Midterm elections made Biden stronger and Trump weaker. 2024 questions abound
by W. James Antle III, Politics Editor |
November 09, 2022 05:38 AM
Republicans desperately straining to see a silver lining in the red wave that appears to be more of a puddle at best have to look to 2024.
The midterm election results strengthened President Joe Biden’s hand and weakened former President Donald Trump’s. That is the starting point for the road to the White House.
In 1994, Republicans won 54 House seats and their first majority in 40 years. President Bill Clinton was reelected two years later. In 2010, Republicans added 63 seats. President Barack Obama was reelected two years later.
On the one hand, that shows there is little connection between the midterm elections and the next presidential race. But the link hasn't been nonexistent: Republicans make big gains at the expense of a hobbled Democratic president. Then that president runs against the excesses of the new GOP majorities to rebound politically and win a second term.

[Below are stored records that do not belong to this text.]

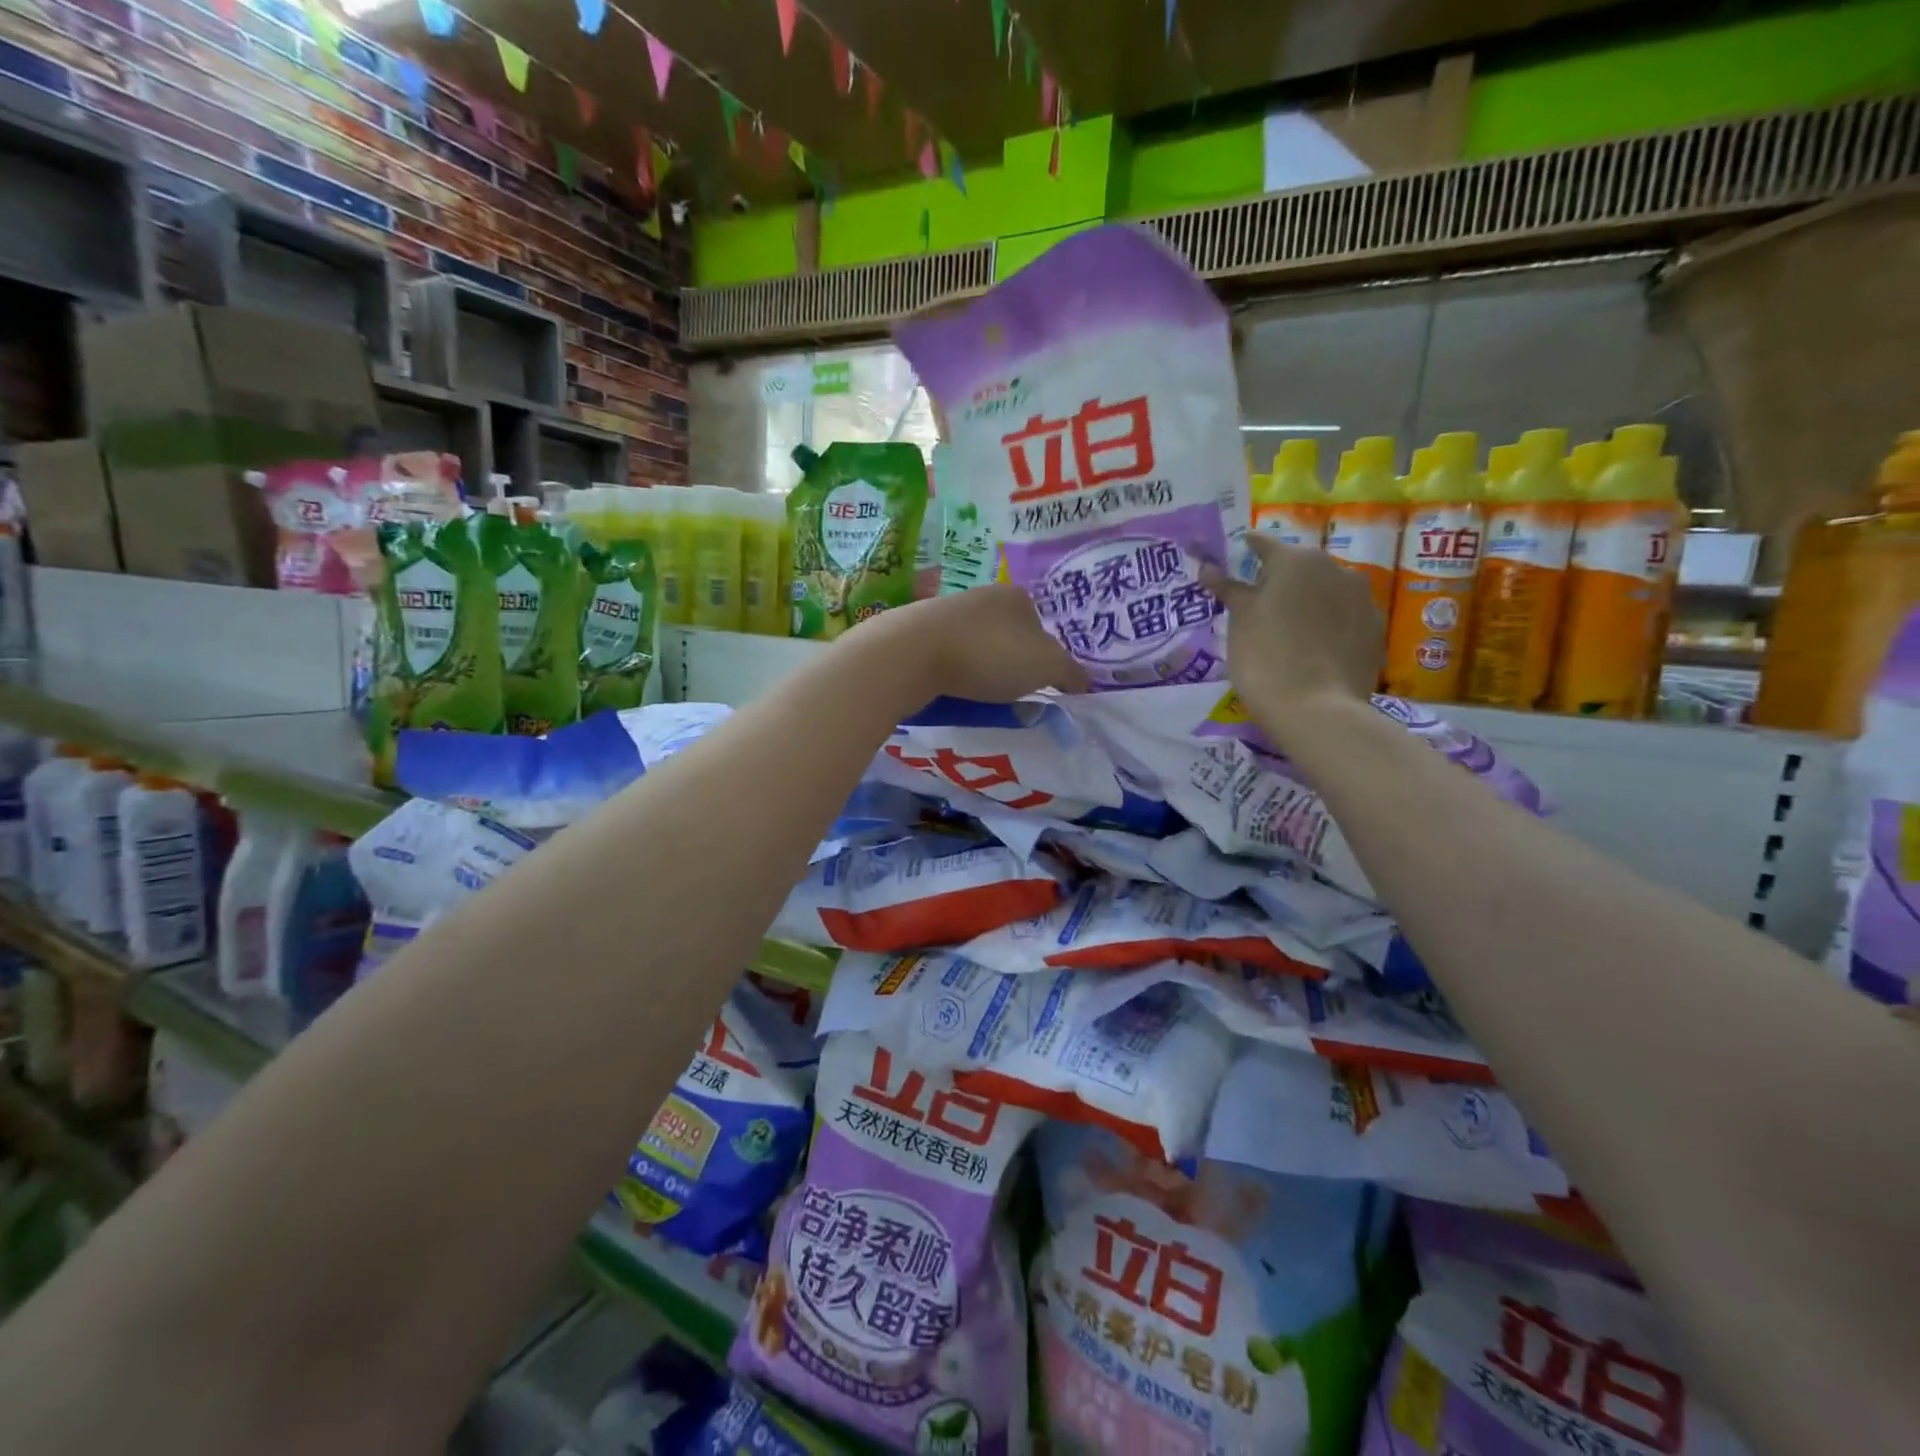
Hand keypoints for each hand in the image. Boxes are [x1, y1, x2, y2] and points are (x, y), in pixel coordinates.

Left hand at [849, 584, 1091, 703]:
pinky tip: (952, 687)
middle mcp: (982, 595)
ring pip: (976, 643)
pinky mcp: (917, 631)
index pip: (1042, 624)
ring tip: (980, 694)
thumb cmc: (989, 654)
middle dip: (1011, 661)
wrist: (913, 653)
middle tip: (1012, 692)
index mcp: (1016, 596)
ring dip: (980, 667)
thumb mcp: (1046, 666)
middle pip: (1008, 633)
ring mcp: (946, 611)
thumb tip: (1084, 681)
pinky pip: (947, 654)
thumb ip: (1069, 672)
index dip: (1046, 655)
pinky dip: (953, 671)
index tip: (1040, 681)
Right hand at [1199, 536, 1381, 738]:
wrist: (1317, 710)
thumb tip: (1208, 567)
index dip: (1245, 550)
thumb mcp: (1238, 622)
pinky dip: (1327, 624)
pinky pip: (1344, 617)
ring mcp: (1362, 599)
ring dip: (1307, 601)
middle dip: (1279, 580)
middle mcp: (1336, 568)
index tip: (1234, 556)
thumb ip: (1228, 589)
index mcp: (1297, 560)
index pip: (1263, 544)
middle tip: (1257, 603)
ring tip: (1287, 629)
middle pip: (1299, 567)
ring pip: (1326, 591)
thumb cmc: (1265, 658)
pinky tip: (1313, 648)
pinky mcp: (1375, 630)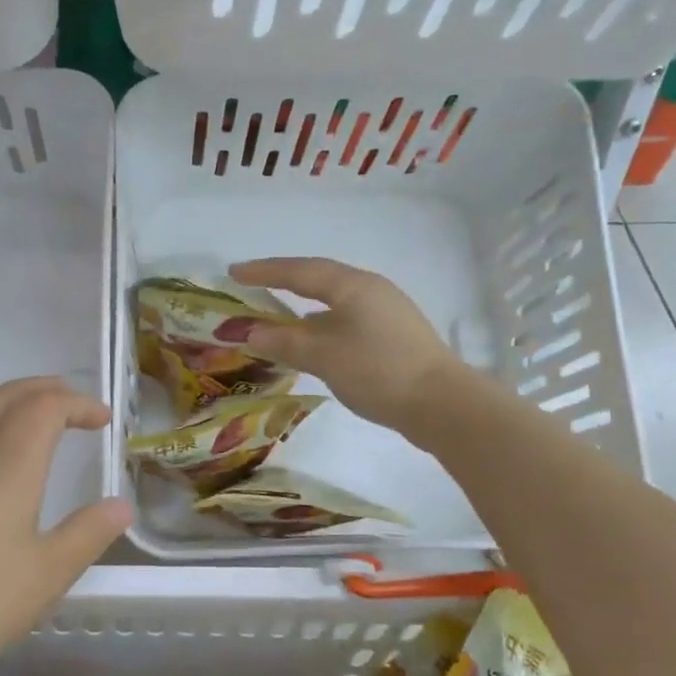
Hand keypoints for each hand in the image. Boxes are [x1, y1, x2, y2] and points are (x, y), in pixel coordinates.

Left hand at [0, 378, 131, 675]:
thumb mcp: (50, 572)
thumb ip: (89, 532)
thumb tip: (121, 504)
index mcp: (9, 466)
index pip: (44, 409)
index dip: (77, 404)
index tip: (104, 421)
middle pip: (7, 397)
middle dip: (45, 389)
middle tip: (77, 403)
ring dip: (14, 399)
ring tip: (40, 415)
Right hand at [231, 257, 462, 431]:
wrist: (442, 404)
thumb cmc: (379, 371)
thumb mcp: (324, 357)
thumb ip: (285, 342)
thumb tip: (251, 333)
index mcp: (353, 286)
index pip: (300, 271)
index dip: (264, 271)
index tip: (234, 272)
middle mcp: (371, 290)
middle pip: (320, 279)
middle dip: (284, 282)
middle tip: (253, 286)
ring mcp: (387, 312)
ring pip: (335, 301)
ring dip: (304, 306)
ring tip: (278, 316)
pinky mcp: (394, 336)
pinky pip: (347, 319)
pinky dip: (322, 325)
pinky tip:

Tuesday night’s results may at least interrupt that pattern. Biden was the big Democratic winner. He was able to hold together the anti-Trump coalition enough to stave off defeat in a number of competitive races. His campaign travel schedule, anti-MAGA messaging, and predictions that the race would swing back toward the Democrats in the end appear to be vindicated. He looks stronger than Clinton or Obama did the day after their first midterm elections, and they both won a second term.
Trump was the big Republican loser, even though he was not on the ballot. He has possibly cost the GOP the Senate for the second time in as many election cycles. The only Trump-endorsed Georgia statewide Republican primary winner was the only loser. His acolytes lost a series of winnable House races.
But Gov. Ron DeSantis won a battleground state where he had governed as a conservative by a margin that looked more like Ronald Reagan vs. Walter Mondale than George W. Bush vs. Al Gore.